Tiananmen revelations face China censors

By Chris Buckley

BEIJING (Reuters) - Memoirs of purged Chinese leader Zhao Ziyang are sure to encounter silence and censorship from the Communist Party, afraid of rekindling memories of the bloodshed around Tiananmen Square that accompanied his 1989 downfall.

Zhao, who died in 2005 after years under house arrest, secretly recorded memories of his time at the apex of Party power and ousting by Party hardliners in 1989. Their publication would whip up a frenzy of public interest in many countries.

But not in China, where the reformist Zhao is taboo.

The Chinese-language version of his memoirs will be published soon in Hong Kong, though not on the mainland.

"People may be interested, but it would be impossible for them to be published (domestically)," said Yang Jisheng, deputy president of a Beijing history magazine that got into hot water last year for obliquely commemorating Zhao.

Even as it has plunged into capitalism, China's Communist Party leadership maintains strict, though increasingly erratic, control of what its citizens can read in print and online.

That censorship will be especially stringent before the sensitive 20th anniversary of June 4, when troops crushed pro-democracy protests centred on Tiananmen Square in Beijing, a step Zhao opposed as he was pushed from power and which he laments in his memoirs, to appear soon in English and Chinese.

"On the night of June 3rd, while sitting in the courtyard with my family, I heard intense gunfire," says Zhao. "A tragedy to shock the world had not been averted."

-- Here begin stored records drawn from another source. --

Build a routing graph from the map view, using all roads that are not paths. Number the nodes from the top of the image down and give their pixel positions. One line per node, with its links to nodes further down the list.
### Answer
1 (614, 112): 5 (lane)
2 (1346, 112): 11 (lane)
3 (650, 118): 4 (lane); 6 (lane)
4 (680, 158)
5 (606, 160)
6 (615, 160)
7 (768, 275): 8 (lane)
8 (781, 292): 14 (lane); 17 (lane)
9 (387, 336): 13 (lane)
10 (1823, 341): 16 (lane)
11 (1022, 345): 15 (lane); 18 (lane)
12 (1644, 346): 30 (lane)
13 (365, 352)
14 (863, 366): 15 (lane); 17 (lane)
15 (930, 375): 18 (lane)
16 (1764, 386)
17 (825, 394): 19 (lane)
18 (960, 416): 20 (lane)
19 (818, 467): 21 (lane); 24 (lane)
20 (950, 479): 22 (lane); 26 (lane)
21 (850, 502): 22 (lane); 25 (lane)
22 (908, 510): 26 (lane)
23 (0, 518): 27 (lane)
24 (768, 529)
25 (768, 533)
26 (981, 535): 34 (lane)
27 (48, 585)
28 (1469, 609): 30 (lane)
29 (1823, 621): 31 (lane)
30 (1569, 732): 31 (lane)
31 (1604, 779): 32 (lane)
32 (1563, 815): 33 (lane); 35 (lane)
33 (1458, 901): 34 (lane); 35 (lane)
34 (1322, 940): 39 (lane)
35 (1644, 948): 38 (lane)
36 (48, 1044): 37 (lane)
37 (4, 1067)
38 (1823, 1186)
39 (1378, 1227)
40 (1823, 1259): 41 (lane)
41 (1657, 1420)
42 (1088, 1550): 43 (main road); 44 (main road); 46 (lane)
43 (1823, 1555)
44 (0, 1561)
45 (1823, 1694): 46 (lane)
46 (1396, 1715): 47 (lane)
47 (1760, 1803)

There was no mention of Zhao's memoirs in the Chinese press on Friday, and government officials have not commented -- no surprise in this country where even his death was only sparingly mentioned by official media.

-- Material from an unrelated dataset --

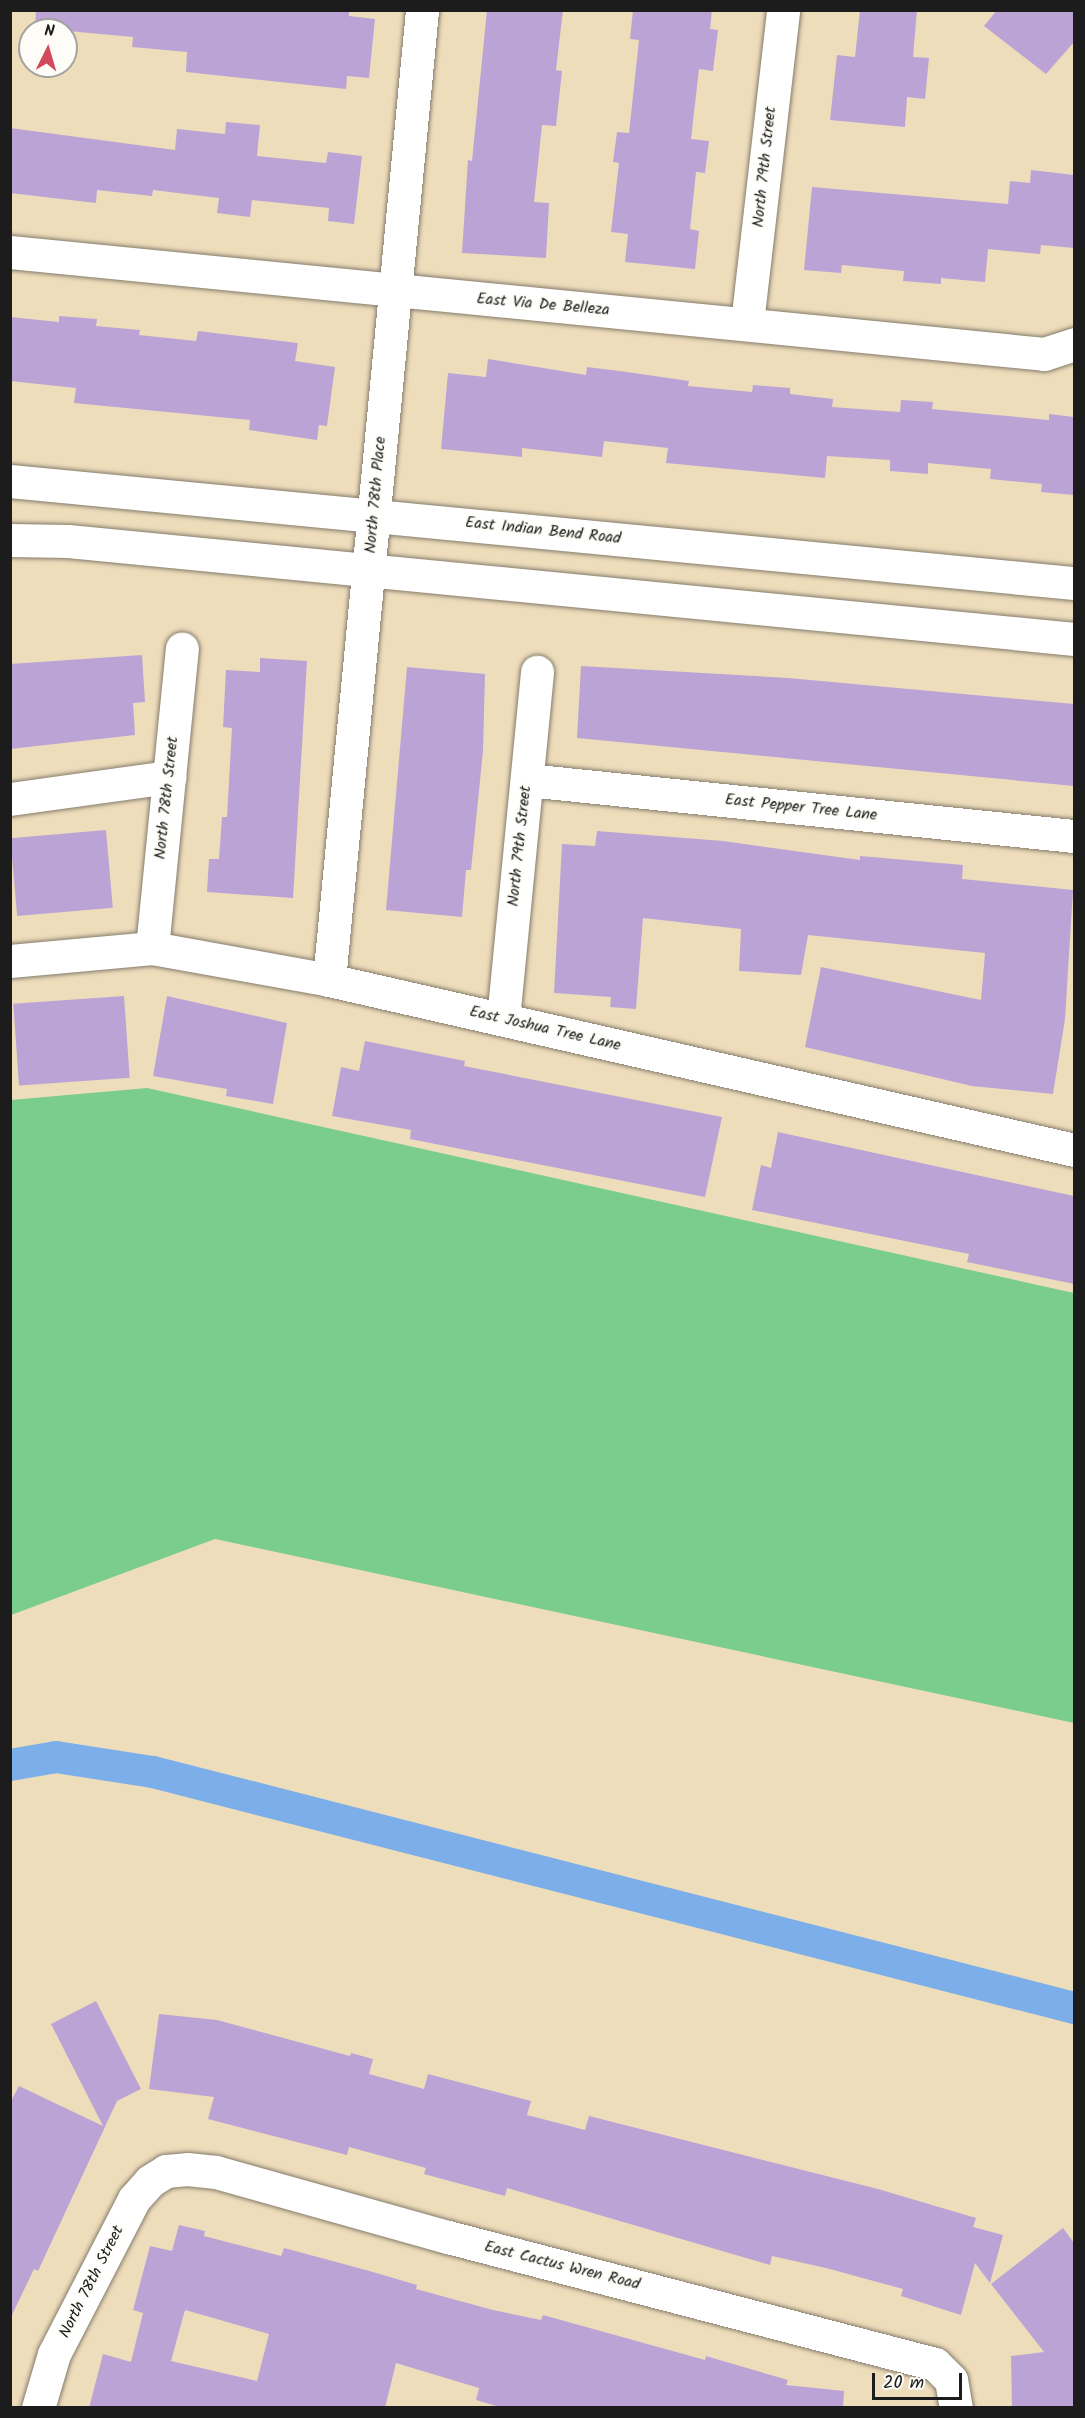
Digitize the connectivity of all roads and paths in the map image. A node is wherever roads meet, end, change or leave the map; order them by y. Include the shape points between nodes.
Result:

"The Communist Party strictly controls publishing, and is especially sensitive about its own past, because its political standing is tied to the past," said Zheng Heng, an amateur historian who last year privately published a collection of biographies of Party leaders that included Zhao.

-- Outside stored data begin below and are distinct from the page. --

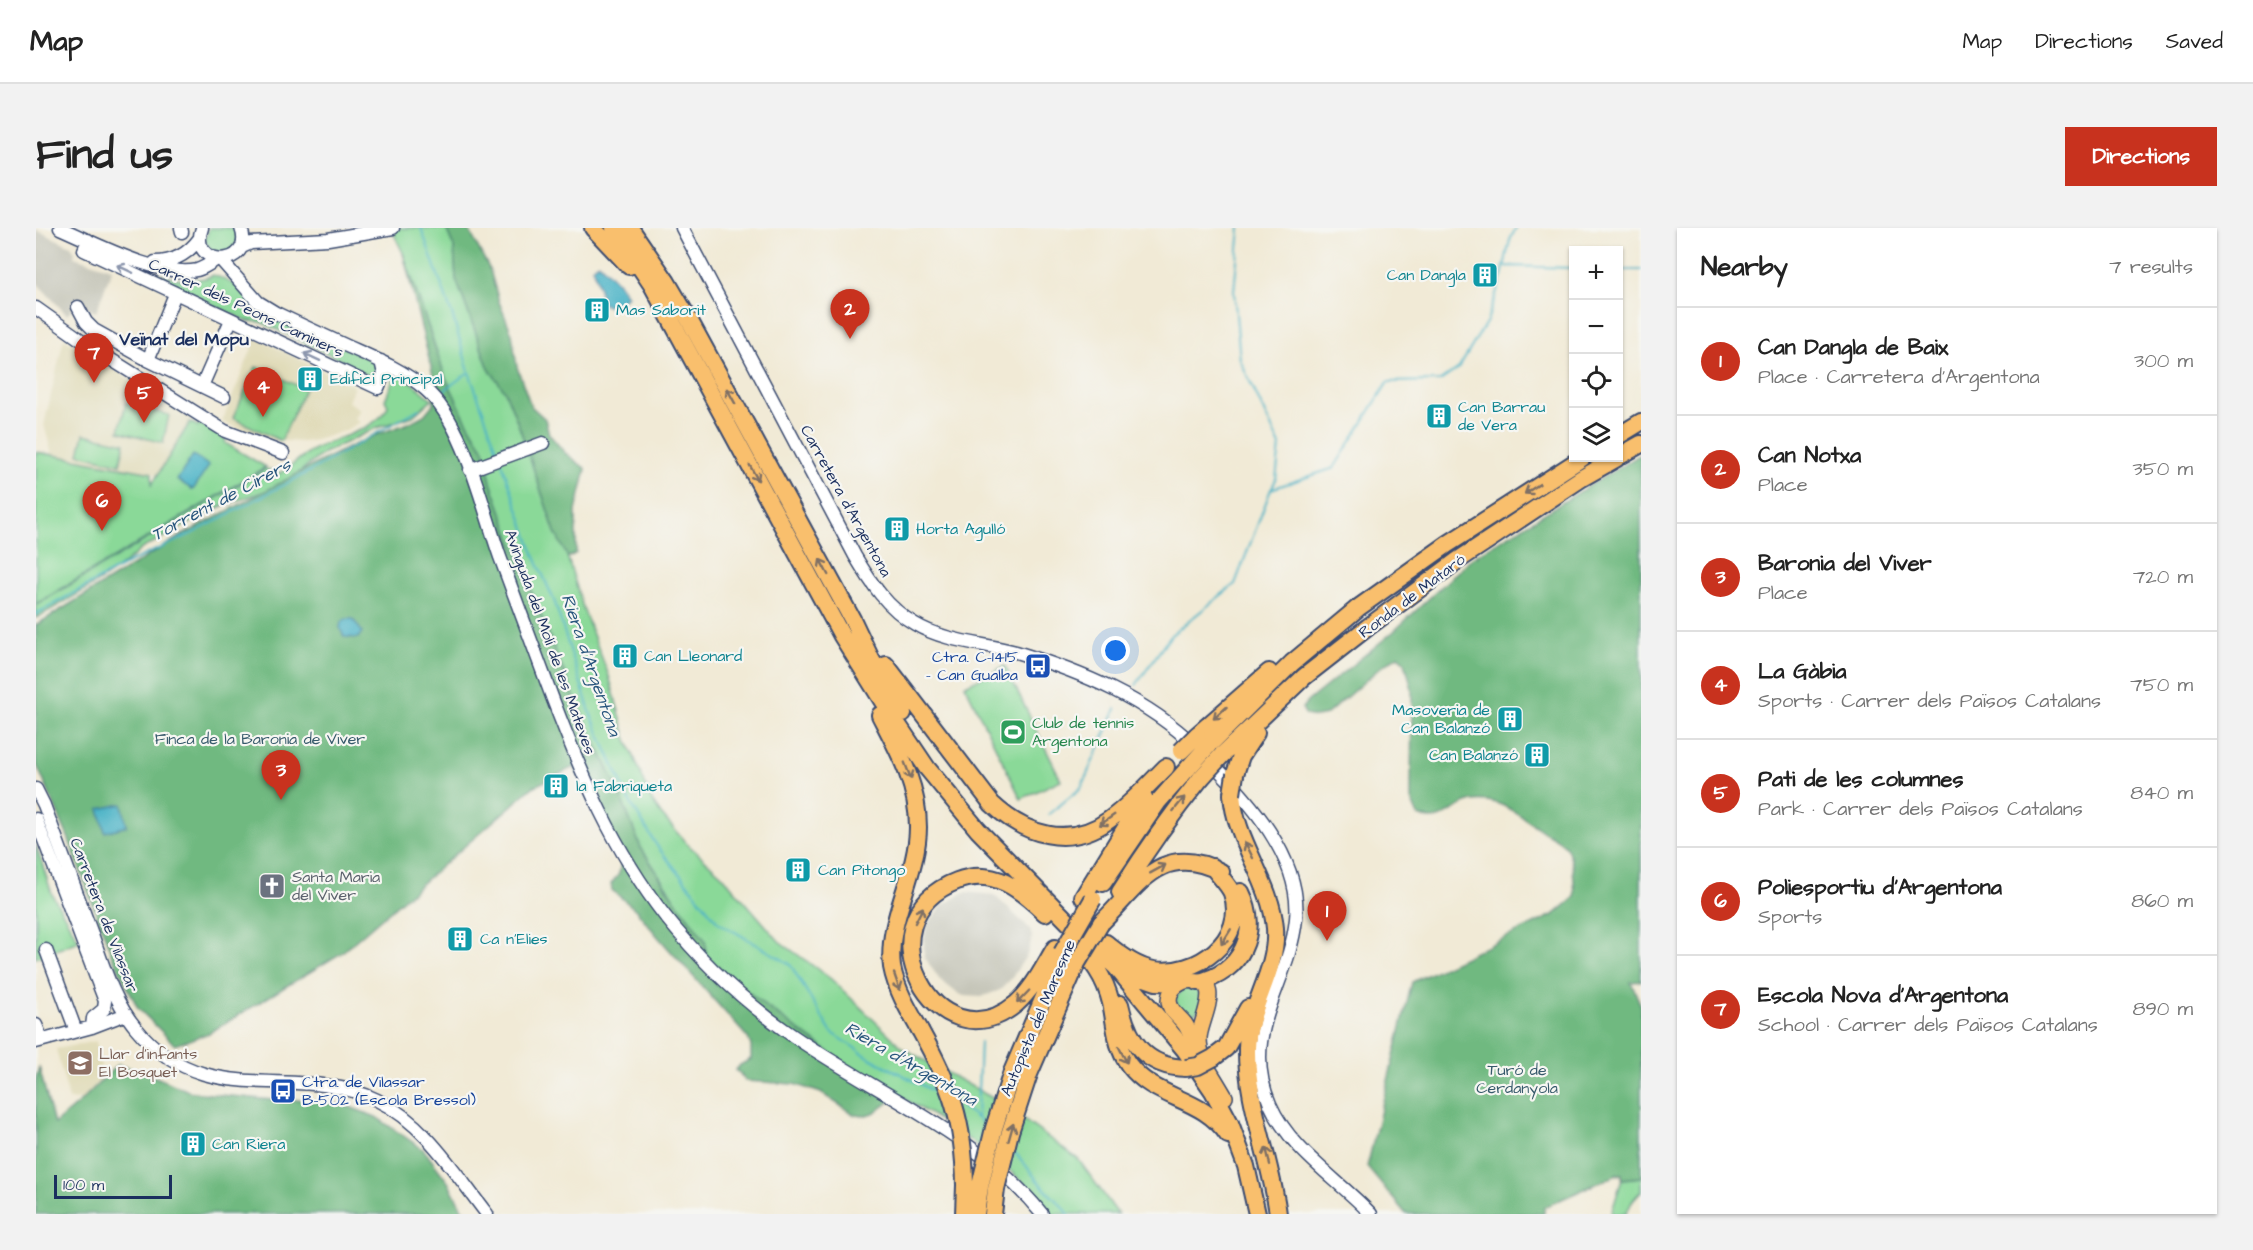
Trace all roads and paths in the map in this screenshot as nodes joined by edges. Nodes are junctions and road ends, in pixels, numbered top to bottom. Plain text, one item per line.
1 (60, 228) edge
2 (243, 228) edge
3 (592, 228) edge
4 (614, 228) edge
5 (630, 228) edge
6 (682, 228) edge
7 (390, 229) edge
8 (201, 234) edge
9 (88, 240) junction
10 (285, 242) junction
11 (239, 250) junction
12 (219, 259) junction
13 (140, 261) junction
14 (243, 284) junction
15 (175, 294) junction
16 (78, 307) dead end
17 (36, 308) edge
18 (667, 311) junction
19 (231, 320) junction
20 (148, 360) junction
21 (381, 361) junction
22 (202, 386) junction
23 (224, 397) dead end
24 (1641, 422) edge
25 (1623, 433) edge
26 (539, 444) dead end
27 (1641, 444) edge
28 (283, 453) dead end
29 (1623, 454) edge
30 (1576, 462) edge
31 (1609, 462) edge
32 (475, 467) junction
33 (1457, 561) junction
34 (852, 619) junction
35 (842, 636) junction
36 (1209, 745) junction
37 (1166, 767) junction
38 (1195, 772) junction
39 (36, 789) edge
40 (36, 819) edge
41 (1213, 867) junction
42 (1088, 898) junction
43 (1269, 905) junction
44 (1089, 927) junction
45 (46, 950) dead end
46 (1059, 951) junction
47 (1198, 982) junction
48 (1179, 983) junction
49 (126, 1014) junction
50 (1204, 1014) junction
51 (1180, 1018) junction
52 (36, 1025) edge
53 (92, 1027) junction
54 (76, 1031) junction
55 (39, 1041) edge
56 (1208, 1060) junction
57 (980, 1187) junction
58 (487, 1214) edge
59 (964, 1214) edge
60 (976, 1214) edge
61 (993, 1214) edge
62 (1042, 1214) edge
63 (1255, 1214) edge
64 (1264, 1214) edge
65 (1278, 1214) edge
66 (1371, 1214) edge

1 - 9 street
2 - 10 street
2 - 11 street
3 - 18 highway
4 - 18 highway
34 -> 5 highway
6 - 66 street, Carretera d'Argentona
7 - 10 street
8 - 12 street, Avinguda del Molí de les Mateves
8 - 13 street
9 - 13 street
15 -> 9 street, Carrer dels Peons Caminers
10 - 11 street
11 - 12 street
11 - 14 street
12 - 13 street
12 - 14 street, Avinguda del Molí de les Mateves
14 - 21 street, Avinguda del Molí de les Mateves
15 - 19 street, Carrer dels Peons Caminers
15 - 20 street
16 - 20 street
17 - 28 street
18 -> 35 highway
21 -> 19 street, Carrer dels Peons Caminers
19 - 22 street
20 - 22 street
21 - 32 street, Avinguda del Molí de les Mateves
22 - 23 street
24 - 25 highway
26 - 32 street
27 - 29 highway, Ronda de Mataró
30 -> 36 highway, Ronda de Mataró
31 - 33 highway, Ronda de Mataró
32 - 62 street, Avinguda del Molí de les Mateves
33 - 36 highway, Ronda de Mataró
43 -> 33 highway, bridge
37 -> 34 highway
34 - 44 highway
35 - 44 highway
35 -> 57 highway, bridge
36 - 37 highway, bridge
36 - 38 highway, Autopista del Maresme, bridge
37 - 42 highway
38 - 42 highway, Autopista del Maresme
44 -> 38 highway, Autopista del Maresme
39 - 49 street, Carretera de Vilassar
40 - 53 street
44 -> 41 highway
41 -> 44 highway
41 - 47 highway
42 - 46 highway, Autopista del Maresme, bridge
43 - 56 highway
65 -> 43 highway
44 - 48 highway
44 - 56 highway, bridge
57 -> 44 highway, Autopista del Maresme, bridge
44 - 63 highway
45 - 54 street
46 - 57 highway, Autopista del Maresme, bridge
46 -> 63 highway
47 - 48 main road
47 - 50 main road
48 - 51 main road
49 - 53 street
49 - 58 street, Carretera de Vilassar
50 - 51 main road
50 - 56 main road
51 - 56 main road
52 - 55 street
53 - 54 street
54 - 55 street
56 - 64 main road
57 - 59 highway
57 - 60 highway
57 - 61 highway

"My own impression of Zhao Ziyang is quite positive, but he lost power because of internal struggles, and that can't be discussed or written."

For many ordinary Chinese, especially young people, even events of 20 years ago are a blur as the country hurtles forward into prosperity, shielded from its past by censors.

Zhao and his memoirs will mean little to ordinary people, said Bo Zhiyue, a Chinese politics expert at the National University of Singapore's East Asian Institute.

"I don't think they can have any dramatic influence on what is going on in China," Bo said by telephone. "This is more of a historical issue."

But precisely because the Party is so vigilant about how its troubled past is remembered, Zhao's memories could be like a depth charge officials will have a hard time totally ignoring, said Du Guang, a veteran Communist Party scholar who has pressed for political liberalisation since the 1980s.

"For the people involved and concerned about these things, the events of 20 years ago are still a major issue," said Du.

"Zhao Ziyang promoted plans for political reform, but unfortunately his plans were buried by June 4... Still, those calls for political reform have never stopped, and so there'd be widespread interest in Zhao's memoirs."

Du said that despite censors, Zhao's memoirs are also sure to slip into the mainland and then be copied.

"That's bad for royalties, but this time piracy might be a good thing," he said.